▶ Work instruction
Every line in the entries that holds "Linda" should be identified and copied.

BEGIN Task data

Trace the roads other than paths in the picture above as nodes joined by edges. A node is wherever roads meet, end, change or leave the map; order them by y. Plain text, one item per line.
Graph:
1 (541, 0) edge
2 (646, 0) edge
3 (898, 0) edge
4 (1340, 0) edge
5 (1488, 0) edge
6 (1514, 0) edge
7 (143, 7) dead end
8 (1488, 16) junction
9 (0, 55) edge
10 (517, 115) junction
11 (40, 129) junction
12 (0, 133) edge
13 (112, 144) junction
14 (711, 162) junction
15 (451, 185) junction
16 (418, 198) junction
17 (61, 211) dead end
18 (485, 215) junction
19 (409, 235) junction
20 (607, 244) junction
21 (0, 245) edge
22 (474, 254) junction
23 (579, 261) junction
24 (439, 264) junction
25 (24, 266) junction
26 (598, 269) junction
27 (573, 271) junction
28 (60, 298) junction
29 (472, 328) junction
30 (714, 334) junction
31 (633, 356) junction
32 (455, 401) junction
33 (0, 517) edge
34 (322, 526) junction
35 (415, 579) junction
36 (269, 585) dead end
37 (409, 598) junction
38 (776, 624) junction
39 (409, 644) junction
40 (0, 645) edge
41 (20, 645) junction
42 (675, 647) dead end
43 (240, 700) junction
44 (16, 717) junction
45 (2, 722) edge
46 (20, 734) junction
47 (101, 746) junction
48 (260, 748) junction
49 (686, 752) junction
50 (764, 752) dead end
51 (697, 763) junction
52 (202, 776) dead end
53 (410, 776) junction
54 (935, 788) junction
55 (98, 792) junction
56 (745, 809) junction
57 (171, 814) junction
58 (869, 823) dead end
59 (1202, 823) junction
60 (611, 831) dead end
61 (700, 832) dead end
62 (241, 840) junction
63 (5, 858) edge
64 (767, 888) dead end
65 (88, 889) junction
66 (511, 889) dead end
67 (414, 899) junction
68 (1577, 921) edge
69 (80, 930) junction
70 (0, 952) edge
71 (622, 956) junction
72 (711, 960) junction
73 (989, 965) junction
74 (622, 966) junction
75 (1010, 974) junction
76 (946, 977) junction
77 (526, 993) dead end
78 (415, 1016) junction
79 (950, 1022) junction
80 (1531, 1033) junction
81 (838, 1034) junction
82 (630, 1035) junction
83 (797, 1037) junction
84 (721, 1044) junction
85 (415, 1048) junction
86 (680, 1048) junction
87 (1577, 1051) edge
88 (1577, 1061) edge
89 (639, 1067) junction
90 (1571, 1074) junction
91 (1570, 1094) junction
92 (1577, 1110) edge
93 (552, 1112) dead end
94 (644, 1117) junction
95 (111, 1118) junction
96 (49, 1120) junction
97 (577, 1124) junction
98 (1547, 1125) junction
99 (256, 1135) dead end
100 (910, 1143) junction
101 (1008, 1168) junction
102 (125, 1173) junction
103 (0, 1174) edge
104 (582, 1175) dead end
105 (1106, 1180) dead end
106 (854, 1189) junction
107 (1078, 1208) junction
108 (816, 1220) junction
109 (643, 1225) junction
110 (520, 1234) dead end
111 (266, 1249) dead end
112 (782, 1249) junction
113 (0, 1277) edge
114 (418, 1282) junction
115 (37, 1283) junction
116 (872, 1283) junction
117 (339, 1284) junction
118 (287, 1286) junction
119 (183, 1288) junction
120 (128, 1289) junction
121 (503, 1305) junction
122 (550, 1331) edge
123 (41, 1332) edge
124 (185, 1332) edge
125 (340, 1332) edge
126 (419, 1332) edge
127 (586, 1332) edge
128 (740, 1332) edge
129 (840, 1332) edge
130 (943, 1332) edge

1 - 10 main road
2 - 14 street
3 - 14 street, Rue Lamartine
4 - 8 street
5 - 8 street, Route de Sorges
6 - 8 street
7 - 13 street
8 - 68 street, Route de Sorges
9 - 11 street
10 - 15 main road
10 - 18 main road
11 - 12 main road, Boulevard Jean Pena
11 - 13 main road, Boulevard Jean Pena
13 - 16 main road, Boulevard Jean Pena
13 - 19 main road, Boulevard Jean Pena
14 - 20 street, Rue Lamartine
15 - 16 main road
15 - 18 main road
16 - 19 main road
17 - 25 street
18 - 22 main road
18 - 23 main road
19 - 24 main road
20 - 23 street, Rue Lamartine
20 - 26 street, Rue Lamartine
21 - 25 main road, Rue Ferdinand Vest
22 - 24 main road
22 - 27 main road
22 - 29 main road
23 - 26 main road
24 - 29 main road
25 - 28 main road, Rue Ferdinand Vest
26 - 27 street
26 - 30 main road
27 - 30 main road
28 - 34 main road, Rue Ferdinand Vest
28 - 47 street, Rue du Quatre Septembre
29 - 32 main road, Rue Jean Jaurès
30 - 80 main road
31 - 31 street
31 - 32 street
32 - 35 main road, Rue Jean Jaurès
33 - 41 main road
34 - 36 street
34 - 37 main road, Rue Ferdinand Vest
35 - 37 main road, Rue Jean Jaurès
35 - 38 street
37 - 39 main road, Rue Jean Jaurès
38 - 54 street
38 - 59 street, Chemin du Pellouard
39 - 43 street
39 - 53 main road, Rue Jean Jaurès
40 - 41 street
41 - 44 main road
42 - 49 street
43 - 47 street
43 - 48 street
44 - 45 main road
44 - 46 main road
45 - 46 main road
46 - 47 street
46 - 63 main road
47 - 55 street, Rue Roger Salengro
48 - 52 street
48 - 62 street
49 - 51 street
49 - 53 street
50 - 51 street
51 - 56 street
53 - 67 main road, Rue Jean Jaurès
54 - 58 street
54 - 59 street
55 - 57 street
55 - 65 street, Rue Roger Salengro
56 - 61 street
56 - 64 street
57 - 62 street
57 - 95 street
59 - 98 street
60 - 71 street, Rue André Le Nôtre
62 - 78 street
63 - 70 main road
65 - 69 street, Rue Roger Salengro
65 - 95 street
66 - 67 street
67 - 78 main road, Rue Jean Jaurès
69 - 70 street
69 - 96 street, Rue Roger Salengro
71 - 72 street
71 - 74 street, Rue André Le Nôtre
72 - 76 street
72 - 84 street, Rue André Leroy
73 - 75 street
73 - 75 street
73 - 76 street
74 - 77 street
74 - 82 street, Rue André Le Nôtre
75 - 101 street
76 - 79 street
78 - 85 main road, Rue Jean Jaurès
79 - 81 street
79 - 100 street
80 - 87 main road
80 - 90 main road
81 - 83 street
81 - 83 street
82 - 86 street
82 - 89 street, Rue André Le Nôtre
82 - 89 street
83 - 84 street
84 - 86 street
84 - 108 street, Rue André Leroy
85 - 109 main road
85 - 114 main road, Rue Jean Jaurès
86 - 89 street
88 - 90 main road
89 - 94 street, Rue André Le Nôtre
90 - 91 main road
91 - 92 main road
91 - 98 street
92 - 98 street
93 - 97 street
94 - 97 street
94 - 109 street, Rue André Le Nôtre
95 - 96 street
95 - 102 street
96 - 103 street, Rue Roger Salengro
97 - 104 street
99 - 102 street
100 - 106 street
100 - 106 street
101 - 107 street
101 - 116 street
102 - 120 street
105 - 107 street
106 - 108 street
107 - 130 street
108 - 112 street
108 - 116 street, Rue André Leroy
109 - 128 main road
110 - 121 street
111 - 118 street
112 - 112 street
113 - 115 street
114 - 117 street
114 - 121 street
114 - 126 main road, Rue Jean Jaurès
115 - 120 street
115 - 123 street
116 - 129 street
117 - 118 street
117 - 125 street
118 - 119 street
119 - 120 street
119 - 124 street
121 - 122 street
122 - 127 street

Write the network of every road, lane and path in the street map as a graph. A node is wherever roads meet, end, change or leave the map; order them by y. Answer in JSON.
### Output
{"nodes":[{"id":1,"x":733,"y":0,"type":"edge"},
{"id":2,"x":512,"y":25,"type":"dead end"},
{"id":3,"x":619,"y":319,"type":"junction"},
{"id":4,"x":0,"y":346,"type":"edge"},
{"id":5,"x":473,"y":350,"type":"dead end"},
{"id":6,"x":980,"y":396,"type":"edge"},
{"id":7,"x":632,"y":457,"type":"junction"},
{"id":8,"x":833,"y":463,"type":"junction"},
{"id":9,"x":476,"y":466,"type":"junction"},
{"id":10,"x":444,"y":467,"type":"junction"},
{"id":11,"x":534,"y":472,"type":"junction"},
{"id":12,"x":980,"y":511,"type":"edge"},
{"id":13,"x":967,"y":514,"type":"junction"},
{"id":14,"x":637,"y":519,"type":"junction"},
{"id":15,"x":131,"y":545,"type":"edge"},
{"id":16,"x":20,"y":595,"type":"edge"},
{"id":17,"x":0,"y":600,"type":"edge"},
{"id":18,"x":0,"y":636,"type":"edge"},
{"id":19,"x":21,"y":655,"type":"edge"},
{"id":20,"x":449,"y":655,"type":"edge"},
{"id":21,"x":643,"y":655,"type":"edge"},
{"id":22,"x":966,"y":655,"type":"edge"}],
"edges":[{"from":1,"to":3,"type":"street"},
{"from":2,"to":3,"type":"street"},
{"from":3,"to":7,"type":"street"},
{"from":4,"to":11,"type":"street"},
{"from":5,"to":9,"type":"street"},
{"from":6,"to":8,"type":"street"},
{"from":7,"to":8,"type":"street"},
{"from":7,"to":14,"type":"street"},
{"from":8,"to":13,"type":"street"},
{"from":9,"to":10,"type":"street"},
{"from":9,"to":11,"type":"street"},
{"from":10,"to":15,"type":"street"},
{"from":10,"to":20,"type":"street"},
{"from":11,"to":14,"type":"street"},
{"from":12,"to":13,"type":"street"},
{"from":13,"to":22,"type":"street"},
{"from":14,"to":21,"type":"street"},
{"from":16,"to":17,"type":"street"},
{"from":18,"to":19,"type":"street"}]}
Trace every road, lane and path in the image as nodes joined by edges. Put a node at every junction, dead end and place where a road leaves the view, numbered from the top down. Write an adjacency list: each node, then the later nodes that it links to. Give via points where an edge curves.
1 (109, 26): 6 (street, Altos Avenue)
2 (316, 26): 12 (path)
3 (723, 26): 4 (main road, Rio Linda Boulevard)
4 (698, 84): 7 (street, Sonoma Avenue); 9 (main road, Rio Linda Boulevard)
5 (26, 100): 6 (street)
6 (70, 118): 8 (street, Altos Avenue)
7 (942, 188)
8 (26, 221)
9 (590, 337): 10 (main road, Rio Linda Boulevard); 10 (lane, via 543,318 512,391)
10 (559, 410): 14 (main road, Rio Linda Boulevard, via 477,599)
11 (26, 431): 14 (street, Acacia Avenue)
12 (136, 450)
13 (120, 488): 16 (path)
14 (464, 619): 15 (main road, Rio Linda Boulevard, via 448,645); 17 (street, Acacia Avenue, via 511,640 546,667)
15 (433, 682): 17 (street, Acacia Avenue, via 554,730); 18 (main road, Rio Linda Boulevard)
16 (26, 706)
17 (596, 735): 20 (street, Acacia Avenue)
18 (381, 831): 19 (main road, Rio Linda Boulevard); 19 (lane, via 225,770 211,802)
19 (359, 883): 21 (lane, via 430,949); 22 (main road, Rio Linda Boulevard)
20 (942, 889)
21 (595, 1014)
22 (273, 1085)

END Task data

▶ Written reply
3 (723, 26): 4 (main road, Rio Linda Boulevard)
4 (698, 84): 7 (street, Sonoma Avenue); 9 (main road, Rio Linda Boulevard)
9 (590, 337): 10 (main road, Rio Linda Boulevard); 10 (lane, via 543,318 512,391)
10 (559, 410): 14 (main road, Rio Linda Boulevard, via 477,599)
14 (464, 619): 15 (main road, Rio Linda Boulevard, via 448,645); 17 (street, Acacia Avenue, via 511,640 546,667)
15 (433, 682): 17 (street, Acacia Avenue, via 554,730); 18 (main road, Rio Linda Boulevard)
18 (381, 831): 19 (main road, Rio Linda Boulevard); 19 (lane, via 225,770 211,802)
19 (359, 883): 21 (lane, via 430,949); 22 (main road, Rio Linda Boulevard)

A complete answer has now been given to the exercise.